There are a few different locales that all do their part to add a bit of challenge to your gameplay. Along with your standard asphalt roads through scenic greeneries, you’ll end up driving through rain storms and over snowy environments. These do end up affecting your gameplay in pretty significant ways and you end up needing to compensate harshly to make it to the finish line. These do add some variety to the gameplay and make you really evaluate whether or not you have enough time to decelerate before that next snowy turn. And then, usually after driving smack-dab into the side of a guard rail, you have your answer.
As for those assistive tools I mentioned before, you’re given plenty of them, should you need them. You’ll have turn-assists, a guiding line, and even a rewind function in order to try over and over until you figure out how best to take corners. These features are a great addition for players who need them and I’m glad they’ve become standard in simulation racing games in recent times. They can end up being a double-edged sword though since they end up making the game far too easy, to the point of gameplay being boring. The driving can almost feel automated at times. Since the game starts you with all these effects on, I could easily see plenty of players quickly getting bored without knowing about the features being togglable.
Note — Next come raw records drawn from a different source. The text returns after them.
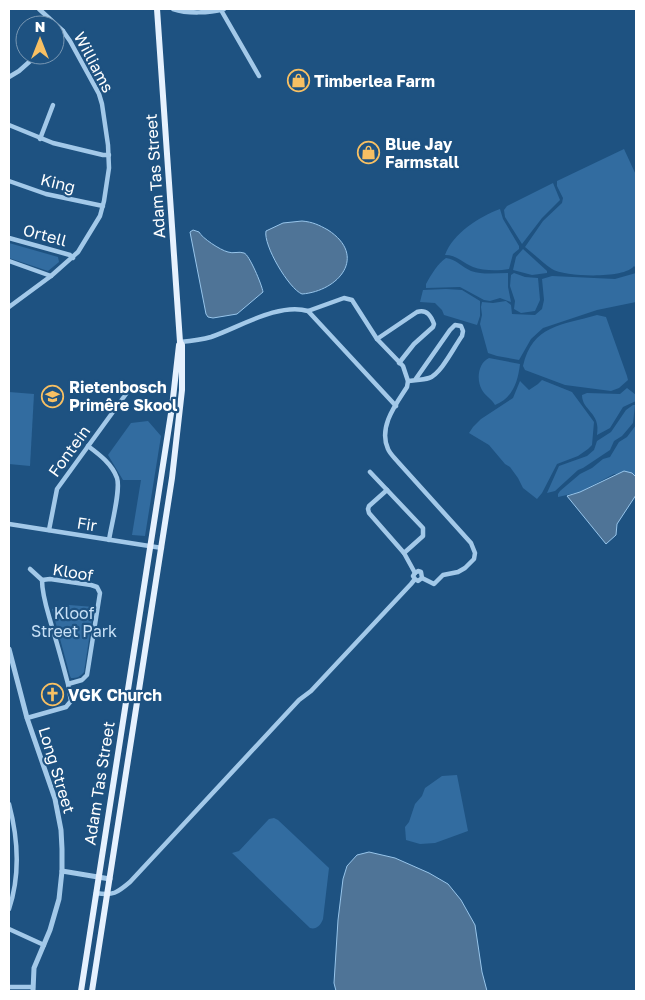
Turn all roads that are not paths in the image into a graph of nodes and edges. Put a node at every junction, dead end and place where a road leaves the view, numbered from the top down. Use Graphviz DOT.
graph roads {
  1 [pos="157,9"];
  2 [pos="173,9"];
  3 [pos="223,9"];
  4 [pos="65,34"];
  5 [pos="26,65"];
  6 [pos="259,76"];
  7 [pos="9,77"];
  8 [pos="53,106"];
  9 [pos="9,125"];
  10 [pos="40,139"];
  11 [pos="109,155"];
  12 [pos="9,181"];
  13 [pos="103,206"];
  14 [pos="9,238"];
  15 [pos="73,258"];
  16 [pos="9,261"];
  17 [pos="51,276"];
  18 [pos="9,307"];
  19 [pos="308,311"];
  20 [pos="377,338"];
  21 [pos="180,342"];
  22 [pos="399,363"];
  23 [pos="415,380"];
  24 [pos="408,381"];
  25 [pos="126,394"];
  26 [pos="396,406"];
  27 [pos="88,446"];
  28 [pos="370,472"];
  29 [pos="387,490"];
  30 [pos="9,524"];
  31 [pos="49,530"];
  32 [pos="109,540"];
  33 [pos="150,546"];
  34 [pos="162,548"];
  35 [pos="404,553"];
  36 [pos="30,569"];
  37 [pos="415,573"];
  38 [pos="422,578"];
  39 [pos="415,579"];
  40 [pos="42,580"];
  41 [pos="9,650"];
  42 [pos="68,684"];
  43 [pos="27,718"];
  44 [pos="9,804"];
  45 [pos="62,871"];
  46 [pos="98,877"];
  47 [pos="110,879"];
  48 [pos="96,893"];
  49 [pos="107,895"];
  50 [pos="9,909"];
  51 [pos="9,929"];
  52 [pos="44,945"];
  53 [pos="9,987"];
  54 [pos="33,989"];
  55 [pos="81,991"];
  56 [pos="92,991"];
  1 -- 21 [label="main road, Adam Tas Street"];
  2 -- 3 [label="street"];
  3 -- 6 [label="street"];
  4 -- 11 [label="street, Williams"];
  5 -- 7 [label="street"];
  8 -- 10 [label="street"];
  9 -- 10 [label="street"];
  10 -- 11 [label="street"];
  11 -- 13 [label="street, Williams"];
  12 -- 13 [label="street, King"];
  13 -- 15 [label="street, Williams"];
  14 -- 15 [label="street, Ortell"];
  15 -- 17 [label="street, Williams"];
  16 -- 17 [label="street"];
  17 -- 18 [label="street, Williams"];
  19 -- 20 [label="street"];
  19 -- 21 [label="street"];
  19 -- 26 [label="street"];
  20 -- 22 [label="street"];
  20 -- 22 [label="street"];
  21 -- 33 [label="main road, Adam Tas Street"];
  21 -- 34 [label="main road, Adam Tas Street"];
  22 -- 24 [label="street"];
  23 -- 23 [label="street"];
  23 -- 24 [label="street"];
  24 -- 26 [label="street"];
  25 -- 27 [label="street, Fontein"];
  26 -- 38 [label="street"];
  27 -- 31 [label="street, Fontein"];
  27 -- 32 [label="street"];
  28 -- 29 [label="street"];
  29 -- 35 [label="street"];
  29 -- 35 [label="street"];
  30 -- 31 [label="street, Fir"];
  31 -- 32 [label="street, Fir"];
  32 -- 33 [label="street, Fir"];
  33 -- 34 [label="street, Fir"];
  33 -- 46 [label="main road, Adam Tas Street"];
  34 -- 47 [label="main road, Adam Tas Street"];
  35 -- 37 [label="street"];
  36 -- 40 [label="street"];
  37 -- 38 [label="street"];
  37 -- 39 [label="street"];
  38 -- 39 [label="street"];
  39 -- 49 [label="street"];
  40 -- 42 [label="street, Kloof"];
  40 -- 42 [label="street, Kloof"];
  41 -- 43 [label="street, Long Street"];
  42 -- 43 [label="street, Kloof"];
  43 -- 45 [label="street, Long Street"];
  44 -- 50 [label="street"];
  45 -- 46 [label="street"];
  45 -- 52 [label="street, Long Street"];
  46 -- 47 [label="street"];
  46 -- 48 [label="main road, Adam Tas Street"];
  47 -- 49 [label="main road, Adam Tas Street"];
  48 -- 49 [label="street"];
  48 -- 55 [label="main road, Adam Tas Street"];
  49 -- 56 [label="main road, Adam Tas Street"];
  51 -- 52 [label="street"];
  52 -- 54 [label="street, Long Street"];
  53 -- 54 [label="street"];
}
Gear.Club Unlimited 2 is also wanting in the technical aspect.Load times are constant whenever you go to enter a race or go into the shop, which really get in the way of actual racing. These load times are also incredibly long, with wait times of around a minute each time. When the races themselves are so short, it really puts into perspective just how long you spend sitting there waiting for the game to let you play. Then once you finally get into a race, the framerate struggles to maintain 30 FPS. As your acceleration increases, you’ll usually find that the game chugs a bit in order to keep up with you. This issue is present when the Switch is in Handheld mode as well as Docked mode. This is pretty disappointing since that seamless feeling of speed is what racing games are all about.
"There is split-screen multiplayer and it is fun, though rendering two screens must be a Herculean task for the Switch since the frames can sometimes drop even lower than during single-player."
Gear.Club Unlimited 2 will also have multiplayer implemented at a later date via a free update. Hopefully, this aspect of the title will not suffer the same technical issues that plague the rest of the game. There is split-screen multiplayer and it is fun, though rendering two screens must be a Herculean task for the Switch since the frames can sometimes drop even lower than during single-player.
Gear.Club Unlimited 2 can give Switch fans the simulation racing fix they crave, but only for so long. After spending enough time with it, it becomes apparent that this is a title that isn’t trying to aim for a completely simulation-based gameplay style. Whether that is due to creative choices or due to the base of the game being from a mobile phone game, the fact remains that the gameplay of this title is not too far away its kart-racing brothers on the Switch.
This game was reviewed on the Switch.
Lots of brands available, Graphics look nice.
Relatively simple driving mechanics, Framerate issues.
Gear.Club Unlimited 2 is a decent title that, though probably not satisfying hardcore simulation fans, will give casual racing fans a new type of racing game to enjoy on Switch.